Der dahin gehenden Investitionsbereitschaft von Holzbauunternehmern steht die seit vielen Jahren kontrovers diskutierte Problematik einer vermeintlich schlechteren Produktivität am Bau im Vergleich zu anderen Branchen gegenüber. Während die Arbeitsproduktivität österreichischer Betriebe, über alle Wirtschaftsbereiche von 1995 bis 2018 gesehen, um 1,7 % jährlich (insgesamt rund 33 %) anstieg, sank sie im Baugewerbe um 0,6 %. Das besagt eine 2019 veröffentlichte Studie des Beraternetzwerks Kreutzer Fischer & Partner. Die Baubranche sei zudem der einzige große Wirtschaftsbereich, dessen Wachstum in den vergangenen 20 Jahren ausschließlich durch Preiserhöhungen bedingt war. Dass diese Betrachtung zu eindimensional sein könnte, zeigt ein Blick auf einen möglicherweise viel aussagekräftigeren Wert aus Deutschland: laut Lagebericht 2018 des Bundesverbandes Holzbau Deutschland hat sich der baugewerbliche Umsatz pro Beschäftigten in den vergangenen 20 Jahren enorm positiv entwickelt und liegt mittlerweile bei 103.720 €. Zum Vergleich: 1997 betrug dieser gerade einmal 66.288 €. Ähnliche Entwicklungen gibt es in Österreich.

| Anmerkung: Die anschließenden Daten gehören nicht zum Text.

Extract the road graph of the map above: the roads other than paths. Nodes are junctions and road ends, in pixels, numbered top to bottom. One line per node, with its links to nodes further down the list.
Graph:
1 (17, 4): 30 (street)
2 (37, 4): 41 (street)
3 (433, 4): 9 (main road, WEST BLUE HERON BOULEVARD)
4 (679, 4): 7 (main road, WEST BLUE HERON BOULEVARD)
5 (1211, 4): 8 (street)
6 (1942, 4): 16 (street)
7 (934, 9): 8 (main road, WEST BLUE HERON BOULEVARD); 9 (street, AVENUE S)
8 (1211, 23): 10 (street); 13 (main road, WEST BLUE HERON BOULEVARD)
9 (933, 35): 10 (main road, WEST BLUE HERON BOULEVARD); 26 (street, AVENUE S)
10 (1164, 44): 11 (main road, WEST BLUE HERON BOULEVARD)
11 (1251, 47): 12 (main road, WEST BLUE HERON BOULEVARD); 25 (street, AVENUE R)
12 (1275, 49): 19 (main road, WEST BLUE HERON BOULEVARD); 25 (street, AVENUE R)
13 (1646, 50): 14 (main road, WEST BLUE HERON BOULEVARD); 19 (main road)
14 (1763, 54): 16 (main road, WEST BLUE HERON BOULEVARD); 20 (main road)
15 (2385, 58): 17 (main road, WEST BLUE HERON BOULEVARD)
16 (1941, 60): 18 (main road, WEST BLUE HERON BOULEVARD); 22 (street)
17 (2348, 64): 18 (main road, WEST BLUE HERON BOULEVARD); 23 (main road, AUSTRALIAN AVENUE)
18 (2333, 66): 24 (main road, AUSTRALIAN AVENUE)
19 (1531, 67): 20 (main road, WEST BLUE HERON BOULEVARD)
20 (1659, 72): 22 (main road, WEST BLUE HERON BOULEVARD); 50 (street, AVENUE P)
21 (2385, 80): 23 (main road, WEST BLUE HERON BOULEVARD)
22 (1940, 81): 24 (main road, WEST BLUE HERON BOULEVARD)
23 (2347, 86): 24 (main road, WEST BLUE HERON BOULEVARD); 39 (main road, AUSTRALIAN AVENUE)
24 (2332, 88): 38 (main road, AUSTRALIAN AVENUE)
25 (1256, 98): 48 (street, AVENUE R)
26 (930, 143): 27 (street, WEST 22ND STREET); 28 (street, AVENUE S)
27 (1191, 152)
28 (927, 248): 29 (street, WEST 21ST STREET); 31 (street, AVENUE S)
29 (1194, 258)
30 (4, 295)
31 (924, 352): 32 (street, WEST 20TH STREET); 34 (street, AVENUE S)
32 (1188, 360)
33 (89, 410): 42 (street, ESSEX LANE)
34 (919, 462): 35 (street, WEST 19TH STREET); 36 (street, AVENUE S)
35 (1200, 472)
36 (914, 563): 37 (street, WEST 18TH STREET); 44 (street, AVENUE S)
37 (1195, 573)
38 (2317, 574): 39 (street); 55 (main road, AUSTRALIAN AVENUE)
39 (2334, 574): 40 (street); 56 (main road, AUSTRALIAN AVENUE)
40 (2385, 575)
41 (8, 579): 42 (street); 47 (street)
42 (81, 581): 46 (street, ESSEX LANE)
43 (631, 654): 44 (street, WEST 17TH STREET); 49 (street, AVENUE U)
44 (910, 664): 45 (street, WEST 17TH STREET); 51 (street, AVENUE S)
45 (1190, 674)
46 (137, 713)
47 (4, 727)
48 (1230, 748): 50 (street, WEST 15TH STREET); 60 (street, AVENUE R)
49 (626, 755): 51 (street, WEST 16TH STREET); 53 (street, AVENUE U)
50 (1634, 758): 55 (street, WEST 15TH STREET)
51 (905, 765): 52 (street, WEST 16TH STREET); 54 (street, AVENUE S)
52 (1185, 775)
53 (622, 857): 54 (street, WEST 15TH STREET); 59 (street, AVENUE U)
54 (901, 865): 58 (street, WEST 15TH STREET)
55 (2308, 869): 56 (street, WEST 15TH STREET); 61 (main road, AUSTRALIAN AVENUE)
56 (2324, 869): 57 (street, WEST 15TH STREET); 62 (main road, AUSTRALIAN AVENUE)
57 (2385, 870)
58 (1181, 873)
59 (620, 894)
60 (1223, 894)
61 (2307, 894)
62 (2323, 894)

Eine beachtliche Produktivitätssteigerung also. Einen Beitrag dazu leisten auch Automatisierungslösungen in Planung und Produktion. Was ist also zu beachten bei der Anschaffung neuer Maschinen und Anlagen für die werkseitige Vorfertigung? Die Argumente dafür sind durchaus unterschiedlich und erfordern immer eine sehr individuelle Betrachtung. Im Wesentlichen geht es aber meist um die Bewältigung eines oder mehrerer Aspekte und Herausforderungen: 

  • Fortschreitende Standardisierung von Bauleistungen und Bauelementen, um schneller und möglichst ohne Kalkulationsrisiko Bauvorhaben anbieten zu können
  • Nutzung der kostenintensiven und in Zeiten von Facharbeitermangel wertvollen personellen Fachressourcen für Bereiche, die mehr Wertschöpfung und weniger Kostendruck bieten
  • Reduzierung der körperlichen Beanspruchung der Mitarbeiter und Mitarbeiterinnen
  • Wetterunabhängige Produktion möglichst vieler Bauleistungen

Ein Blick auf die Maschinen- und Geräteinfrastruktur einer Zimmerei zeigt in der Regel recht schnell den Automatisierungsgrad, den das Unternehmen umzusetzen in der Lage ist. Am Beispiel Verarbeitung von magazinierten Befestigungsmitteln, wie Klammern und Nägeln, finden wir Handgeräte, zeitgesteuerte Automatikgeräte, weggesteuerte Systeme oder die Vollintegration in Multifunktionsbrücken. Typische Holzbauanwendungen sind dabei die Befestigung von Holzwerkstoffplatten aller Art, Gipskarton- und Gipsfaserplatten sowie von Dämmplattenwerkstoffen aus Holzfasern oder expandierten Polystyrolen (EPS).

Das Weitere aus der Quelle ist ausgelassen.